Records from a data collection
******

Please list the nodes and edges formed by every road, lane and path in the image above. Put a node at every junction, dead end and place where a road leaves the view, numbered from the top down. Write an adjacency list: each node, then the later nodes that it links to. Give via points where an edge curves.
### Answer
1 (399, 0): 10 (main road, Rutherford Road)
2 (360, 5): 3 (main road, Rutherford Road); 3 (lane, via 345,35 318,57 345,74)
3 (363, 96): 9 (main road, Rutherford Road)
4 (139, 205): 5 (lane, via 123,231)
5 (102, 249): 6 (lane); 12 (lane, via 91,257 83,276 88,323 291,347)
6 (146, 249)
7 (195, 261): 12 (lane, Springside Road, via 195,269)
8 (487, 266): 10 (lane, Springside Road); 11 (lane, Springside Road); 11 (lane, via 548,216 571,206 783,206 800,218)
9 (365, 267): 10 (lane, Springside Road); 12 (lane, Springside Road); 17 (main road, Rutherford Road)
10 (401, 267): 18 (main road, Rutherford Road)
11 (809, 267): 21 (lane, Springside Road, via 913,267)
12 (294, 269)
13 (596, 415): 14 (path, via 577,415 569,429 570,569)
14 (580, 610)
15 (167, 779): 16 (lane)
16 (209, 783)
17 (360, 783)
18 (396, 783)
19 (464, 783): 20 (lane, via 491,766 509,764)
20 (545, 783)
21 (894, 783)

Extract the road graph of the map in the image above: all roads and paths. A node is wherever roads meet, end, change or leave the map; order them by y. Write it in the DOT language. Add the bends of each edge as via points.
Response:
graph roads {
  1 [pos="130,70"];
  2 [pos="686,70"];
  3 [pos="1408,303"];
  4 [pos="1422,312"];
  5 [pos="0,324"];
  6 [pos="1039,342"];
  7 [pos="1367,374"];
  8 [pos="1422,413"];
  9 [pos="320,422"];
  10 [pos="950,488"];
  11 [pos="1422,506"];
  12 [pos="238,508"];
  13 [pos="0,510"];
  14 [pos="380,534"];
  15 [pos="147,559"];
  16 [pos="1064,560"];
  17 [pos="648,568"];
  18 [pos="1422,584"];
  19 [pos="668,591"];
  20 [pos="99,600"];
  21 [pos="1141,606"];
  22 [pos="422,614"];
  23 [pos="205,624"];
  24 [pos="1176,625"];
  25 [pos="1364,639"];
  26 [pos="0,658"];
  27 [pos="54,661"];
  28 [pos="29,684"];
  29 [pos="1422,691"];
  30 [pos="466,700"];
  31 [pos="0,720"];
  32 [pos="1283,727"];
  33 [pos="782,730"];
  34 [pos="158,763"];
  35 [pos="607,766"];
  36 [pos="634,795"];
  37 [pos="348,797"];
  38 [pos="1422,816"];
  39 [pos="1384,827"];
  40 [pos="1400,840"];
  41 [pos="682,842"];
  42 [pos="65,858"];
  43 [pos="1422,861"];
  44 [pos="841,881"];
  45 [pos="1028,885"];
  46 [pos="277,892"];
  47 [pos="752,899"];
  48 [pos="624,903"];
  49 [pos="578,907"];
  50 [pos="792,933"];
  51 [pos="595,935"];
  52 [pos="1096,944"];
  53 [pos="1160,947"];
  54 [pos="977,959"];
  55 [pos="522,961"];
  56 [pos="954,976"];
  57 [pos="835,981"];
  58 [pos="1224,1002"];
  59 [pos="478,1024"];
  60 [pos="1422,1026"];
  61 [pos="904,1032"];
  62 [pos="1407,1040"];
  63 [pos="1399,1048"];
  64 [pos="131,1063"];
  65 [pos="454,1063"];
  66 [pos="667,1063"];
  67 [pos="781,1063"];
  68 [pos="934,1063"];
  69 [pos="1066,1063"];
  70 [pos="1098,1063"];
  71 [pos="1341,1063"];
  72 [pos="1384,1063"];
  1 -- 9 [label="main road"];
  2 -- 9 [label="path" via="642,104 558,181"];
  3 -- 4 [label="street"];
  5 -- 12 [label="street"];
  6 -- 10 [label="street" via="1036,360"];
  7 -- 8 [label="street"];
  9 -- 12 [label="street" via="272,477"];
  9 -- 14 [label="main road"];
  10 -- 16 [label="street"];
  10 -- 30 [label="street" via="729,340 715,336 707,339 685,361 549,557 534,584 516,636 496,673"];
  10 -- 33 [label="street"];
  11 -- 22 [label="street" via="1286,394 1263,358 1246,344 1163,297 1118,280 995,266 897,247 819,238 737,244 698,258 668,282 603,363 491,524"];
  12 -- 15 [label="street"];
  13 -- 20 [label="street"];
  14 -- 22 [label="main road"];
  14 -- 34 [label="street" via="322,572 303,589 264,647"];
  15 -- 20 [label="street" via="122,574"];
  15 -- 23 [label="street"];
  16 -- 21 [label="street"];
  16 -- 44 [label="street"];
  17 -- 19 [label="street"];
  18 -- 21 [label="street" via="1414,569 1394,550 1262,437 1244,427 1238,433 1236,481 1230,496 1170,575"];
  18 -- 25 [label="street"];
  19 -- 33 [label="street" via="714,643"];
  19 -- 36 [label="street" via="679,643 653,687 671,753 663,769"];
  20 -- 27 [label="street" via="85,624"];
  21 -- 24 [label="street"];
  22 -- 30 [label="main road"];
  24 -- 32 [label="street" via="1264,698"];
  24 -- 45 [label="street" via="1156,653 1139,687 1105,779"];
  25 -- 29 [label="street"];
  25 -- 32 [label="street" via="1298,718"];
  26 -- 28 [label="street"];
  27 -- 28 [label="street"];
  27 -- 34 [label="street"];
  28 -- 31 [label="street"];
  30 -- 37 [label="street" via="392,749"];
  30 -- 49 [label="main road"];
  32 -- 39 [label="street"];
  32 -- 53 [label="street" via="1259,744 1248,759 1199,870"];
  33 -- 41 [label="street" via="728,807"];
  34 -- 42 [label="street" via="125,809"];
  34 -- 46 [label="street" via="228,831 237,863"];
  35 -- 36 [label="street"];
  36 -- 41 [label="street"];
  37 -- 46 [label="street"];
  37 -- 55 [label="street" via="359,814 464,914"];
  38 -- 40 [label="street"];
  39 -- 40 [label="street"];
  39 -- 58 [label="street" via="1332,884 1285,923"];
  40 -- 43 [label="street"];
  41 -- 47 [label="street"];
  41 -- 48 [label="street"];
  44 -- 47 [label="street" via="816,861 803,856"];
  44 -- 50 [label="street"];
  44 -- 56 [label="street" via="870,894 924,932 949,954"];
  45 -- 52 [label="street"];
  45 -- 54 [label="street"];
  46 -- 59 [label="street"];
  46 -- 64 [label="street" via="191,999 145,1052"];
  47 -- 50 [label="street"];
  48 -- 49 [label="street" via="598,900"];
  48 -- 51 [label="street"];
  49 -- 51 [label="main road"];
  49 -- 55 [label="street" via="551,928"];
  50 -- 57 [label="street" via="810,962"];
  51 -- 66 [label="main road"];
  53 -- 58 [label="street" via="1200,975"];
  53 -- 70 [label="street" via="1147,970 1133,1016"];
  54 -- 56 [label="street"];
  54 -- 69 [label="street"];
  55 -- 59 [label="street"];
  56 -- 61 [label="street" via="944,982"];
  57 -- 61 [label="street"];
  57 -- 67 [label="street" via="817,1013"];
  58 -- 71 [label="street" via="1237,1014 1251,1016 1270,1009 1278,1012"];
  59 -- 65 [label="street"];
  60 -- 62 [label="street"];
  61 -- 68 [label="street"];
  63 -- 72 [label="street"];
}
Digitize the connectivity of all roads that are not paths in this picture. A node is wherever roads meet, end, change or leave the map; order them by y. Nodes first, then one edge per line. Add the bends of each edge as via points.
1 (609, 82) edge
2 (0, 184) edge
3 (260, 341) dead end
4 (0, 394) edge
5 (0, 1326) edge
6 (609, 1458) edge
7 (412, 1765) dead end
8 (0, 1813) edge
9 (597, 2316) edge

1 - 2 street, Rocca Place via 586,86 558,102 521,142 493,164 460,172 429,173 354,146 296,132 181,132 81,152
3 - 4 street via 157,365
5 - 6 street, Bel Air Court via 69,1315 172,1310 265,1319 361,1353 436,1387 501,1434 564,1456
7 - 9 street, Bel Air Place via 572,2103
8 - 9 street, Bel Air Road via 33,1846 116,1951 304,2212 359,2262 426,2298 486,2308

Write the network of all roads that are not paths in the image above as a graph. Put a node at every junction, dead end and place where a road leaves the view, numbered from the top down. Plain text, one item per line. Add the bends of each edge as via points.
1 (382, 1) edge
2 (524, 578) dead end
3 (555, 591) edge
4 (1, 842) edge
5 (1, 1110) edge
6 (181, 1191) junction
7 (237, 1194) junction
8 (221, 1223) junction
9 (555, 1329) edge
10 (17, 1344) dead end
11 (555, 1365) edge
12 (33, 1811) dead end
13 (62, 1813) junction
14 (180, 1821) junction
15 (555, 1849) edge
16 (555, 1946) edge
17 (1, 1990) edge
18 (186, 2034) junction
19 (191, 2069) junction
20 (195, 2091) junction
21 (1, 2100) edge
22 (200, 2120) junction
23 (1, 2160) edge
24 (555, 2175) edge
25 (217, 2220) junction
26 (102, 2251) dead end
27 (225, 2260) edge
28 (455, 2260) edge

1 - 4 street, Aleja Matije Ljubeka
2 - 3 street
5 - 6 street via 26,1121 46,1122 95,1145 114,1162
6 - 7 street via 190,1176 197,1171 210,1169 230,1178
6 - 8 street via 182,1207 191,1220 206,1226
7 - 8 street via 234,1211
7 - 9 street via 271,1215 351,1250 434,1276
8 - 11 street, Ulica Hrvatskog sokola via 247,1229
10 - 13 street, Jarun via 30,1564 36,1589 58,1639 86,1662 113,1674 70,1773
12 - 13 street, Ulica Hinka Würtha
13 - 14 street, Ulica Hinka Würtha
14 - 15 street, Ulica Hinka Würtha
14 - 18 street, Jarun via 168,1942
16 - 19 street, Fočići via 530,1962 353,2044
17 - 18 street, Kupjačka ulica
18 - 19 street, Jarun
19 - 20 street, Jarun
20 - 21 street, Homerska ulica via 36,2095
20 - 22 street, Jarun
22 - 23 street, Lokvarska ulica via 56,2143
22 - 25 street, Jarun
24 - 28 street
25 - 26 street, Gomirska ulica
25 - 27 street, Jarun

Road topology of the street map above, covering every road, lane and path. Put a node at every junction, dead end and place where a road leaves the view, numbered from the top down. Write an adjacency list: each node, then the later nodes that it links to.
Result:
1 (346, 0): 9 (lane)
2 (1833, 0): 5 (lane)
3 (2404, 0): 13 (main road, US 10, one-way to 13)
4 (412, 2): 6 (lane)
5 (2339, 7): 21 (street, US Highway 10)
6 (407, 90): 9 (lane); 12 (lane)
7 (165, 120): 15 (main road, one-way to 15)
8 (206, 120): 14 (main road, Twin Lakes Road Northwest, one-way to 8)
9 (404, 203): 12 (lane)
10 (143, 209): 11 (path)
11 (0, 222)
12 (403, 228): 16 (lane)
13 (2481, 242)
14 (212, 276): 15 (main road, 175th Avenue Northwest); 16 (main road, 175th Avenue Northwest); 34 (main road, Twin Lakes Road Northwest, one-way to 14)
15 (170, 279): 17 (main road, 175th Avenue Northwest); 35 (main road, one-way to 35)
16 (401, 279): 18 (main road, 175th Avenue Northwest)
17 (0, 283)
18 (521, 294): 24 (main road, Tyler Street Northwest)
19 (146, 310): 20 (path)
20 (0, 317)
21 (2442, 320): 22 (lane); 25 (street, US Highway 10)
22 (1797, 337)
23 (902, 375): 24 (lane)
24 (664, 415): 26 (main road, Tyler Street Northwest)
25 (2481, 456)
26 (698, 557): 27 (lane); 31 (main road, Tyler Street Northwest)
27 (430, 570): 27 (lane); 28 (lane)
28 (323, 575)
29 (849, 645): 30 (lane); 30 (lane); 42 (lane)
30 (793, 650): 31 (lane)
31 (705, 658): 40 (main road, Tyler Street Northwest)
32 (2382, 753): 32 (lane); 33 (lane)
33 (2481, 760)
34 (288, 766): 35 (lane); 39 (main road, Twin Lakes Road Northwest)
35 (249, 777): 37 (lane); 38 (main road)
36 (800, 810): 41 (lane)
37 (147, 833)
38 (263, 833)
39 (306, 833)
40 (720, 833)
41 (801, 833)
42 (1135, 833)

******

— DESCRIPTION OF THE TASK —
In the entries above, find each line that has the word "paths". Copy it.

— ANSWER —
Extract the road graph of the map in the image above: all roads and paths. A node is wherever roads meet, end, change or leave the map; order them by y. Write it in the DOT language. Add the bends of each edge as via points.
Digitize the connectivity of all roads that are not paths in this picture. A node is wherever roads meet, end, change or leave the map; order them by y. Nodes first, then one edge per line. Add the bends of each edge as via points.
Write the network of all roads that are not paths in the image above as a graph. Put a node at every junction, dead end and place where a road leaves the view, numbered from the top down. Plain text, one item per line. Add the bends of each edge as via points.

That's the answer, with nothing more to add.